Usagi (v1.4.3) was used to perform a semantic mapping test where source terms from aggregated data were mapped into standard concepts from the OHDSI standardised vocabularies (v5.0 27-FEB-25) (see Table S2). A BRAF-nonV600 cohort (Figure 1C) was selected, consisting of 53 patients recruited in three trials: (1) DRUP (Netherlands), (2) IMPRESS-Norway (Norway), and (3) FINPROVE (Finland).

In total, 306 source terms were processed. From those, 78.7% (241) were successfully mapped (Figure 1C1) to a standard concept within one of the six domains in Figure 1C3. Mostly, the mapped terms belonged to condition_ocurrence or measurement tables within the OMOP CDM v5.4. As shown in Figure 1C1, 21.3% of the terms (n=65) remained unmapped, which belonged to one of the nine variables displayed in the plot (Figure 1C2).

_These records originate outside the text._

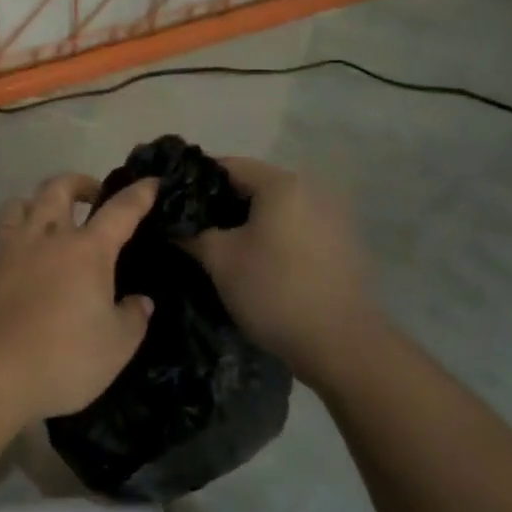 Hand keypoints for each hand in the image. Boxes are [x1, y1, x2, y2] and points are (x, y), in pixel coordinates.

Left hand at [0, 172, 159, 427]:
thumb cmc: (61, 359)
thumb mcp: (115, 348)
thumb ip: (132, 318)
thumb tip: (140, 301)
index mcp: (87, 250)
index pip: (120, 211)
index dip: (139, 194)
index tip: (152, 182)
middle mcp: (47, 237)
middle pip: (59, 188)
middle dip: (80, 183)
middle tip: (93, 195)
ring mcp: (10, 248)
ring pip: (20, 202)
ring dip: (38, 201)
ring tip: (48, 218)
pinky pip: (0, 232)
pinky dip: (14, 231)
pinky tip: (20, 254)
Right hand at [183, 156, 379, 378]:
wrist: (342, 346)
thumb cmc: (274, 291)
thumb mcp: (219, 260)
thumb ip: (190, 233)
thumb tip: (169, 222)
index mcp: (281, 183)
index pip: (226, 165)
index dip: (193, 180)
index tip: (170, 201)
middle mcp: (311, 190)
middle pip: (252, 185)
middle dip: (219, 204)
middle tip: (189, 226)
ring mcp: (331, 218)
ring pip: (274, 209)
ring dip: (246, 222)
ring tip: (217, 246)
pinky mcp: (341, 245)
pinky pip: (294, 228)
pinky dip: (271, 237)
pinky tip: (255, 262) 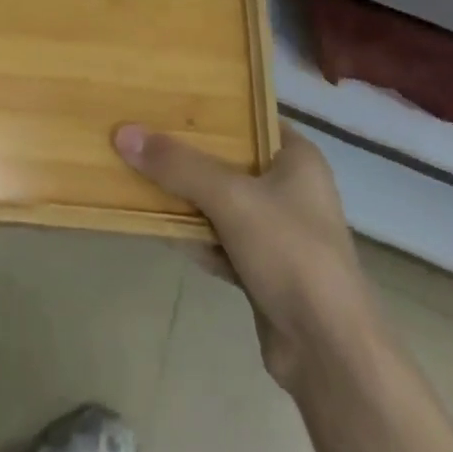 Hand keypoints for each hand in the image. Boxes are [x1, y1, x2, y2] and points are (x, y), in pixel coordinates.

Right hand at [114, 123, 375, 388]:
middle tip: (141, 133)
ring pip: (219, 202)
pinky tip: (155, 224)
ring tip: (136, 171)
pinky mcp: (262, 269)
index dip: (209, 107)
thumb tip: (124, 133)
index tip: (165, 99)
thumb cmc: (290, 253)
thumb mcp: (231, 198)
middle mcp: (289, 188)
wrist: (328, 352)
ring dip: (184, 196)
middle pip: (227, 160)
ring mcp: (276, 232)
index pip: (248, 117)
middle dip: (186, 154)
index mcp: (297, 157)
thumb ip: (178, 165)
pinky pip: (218, 239)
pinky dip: (192, 234) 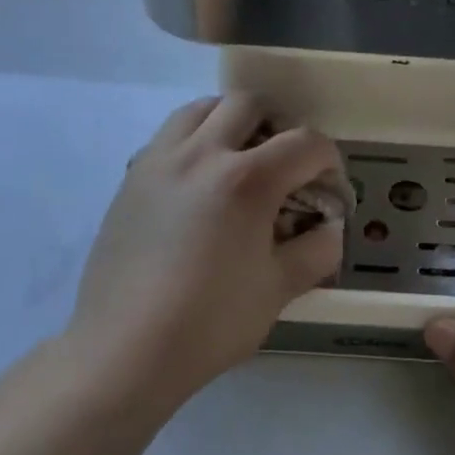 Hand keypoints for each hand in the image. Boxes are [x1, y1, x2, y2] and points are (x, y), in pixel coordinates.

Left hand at [66, 95, 343, 408]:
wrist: (124, 350)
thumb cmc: (209, 323)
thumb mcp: (278, 289)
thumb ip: (317, 249)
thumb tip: (329, 226)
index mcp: (246, 180)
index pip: (305, 143)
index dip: (330, 162)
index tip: (329, 191)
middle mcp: (202, 153)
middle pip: (249, 103)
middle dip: (279, 126)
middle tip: (284, 165)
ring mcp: (160, 160)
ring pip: (201, 108)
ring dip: (230, 121)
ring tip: (239, 159)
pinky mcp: (131, 177)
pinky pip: (169, 135)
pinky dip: (194, 140)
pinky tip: (198, 182) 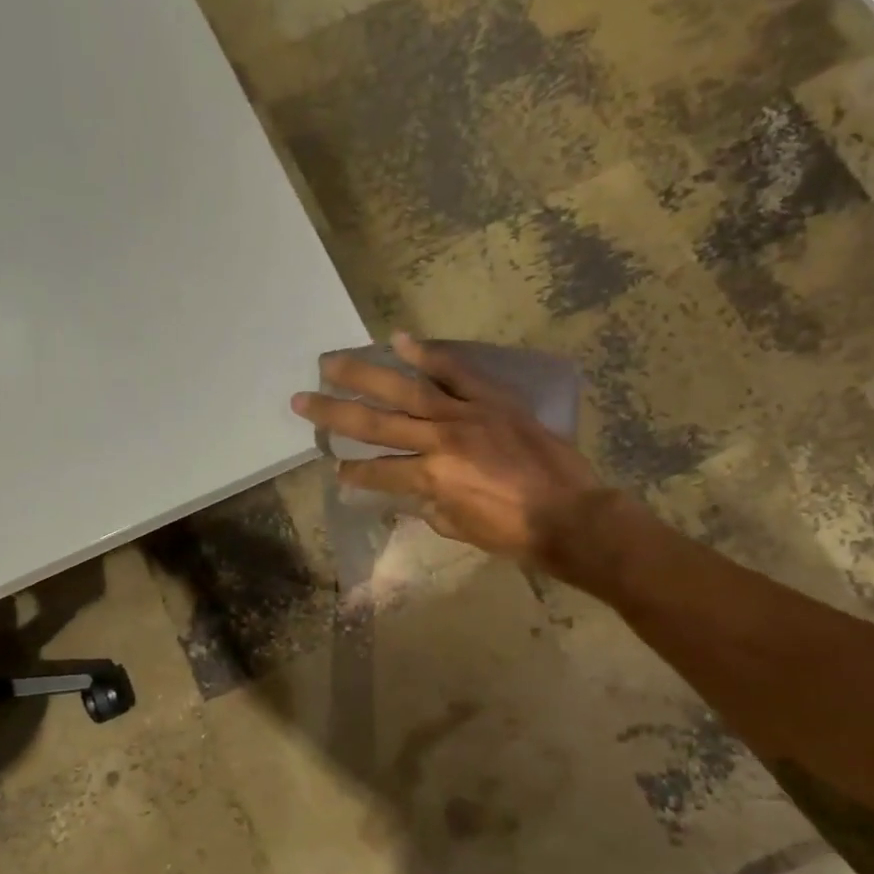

This can happen in variables where the input is free-text and it contains a misspelling, as seen in one observation for our aggregated dataset. Also, we found that broad terms are employed for defining some of the biomarkers/targets, for example, fusions or BRAF activating mutations. These are not specifically mapped to the OHDSI vocabulary, OMOP Genomic, which contains 289889 concepts. Finally, most of the unmapped terms belonged to the free-text variable other reasons for end of treatment (eot).

Discussion and conclusion

Developing an ETL, such as the one presented here, is a dynamic and malleable process that should accommodate the different needs of the partners who are sharing the data. To ease versioning, reproducibility, stabilisation and individualisation of processes, we utilise Docker containers. From our experience, semantic mapping of certain variables such as biomarker or even adverse events is complex, and probably requires a higher level of data granularity or standard terms to input in the mapping and/or more extensive vocabularies (e.g. more concepts in OMOP genomics OHDSI vocabulary). Also, other variables with free-text observations such as other reasons end of treatment are difficult to map, as textual similarity comparisons with Usagi has some limitations. We are refining the process by performing data validation, maintaining multidisciplinary collaboration with experts and investigating alternative approaches, including machine learning-based tools to enhance semantic mapping.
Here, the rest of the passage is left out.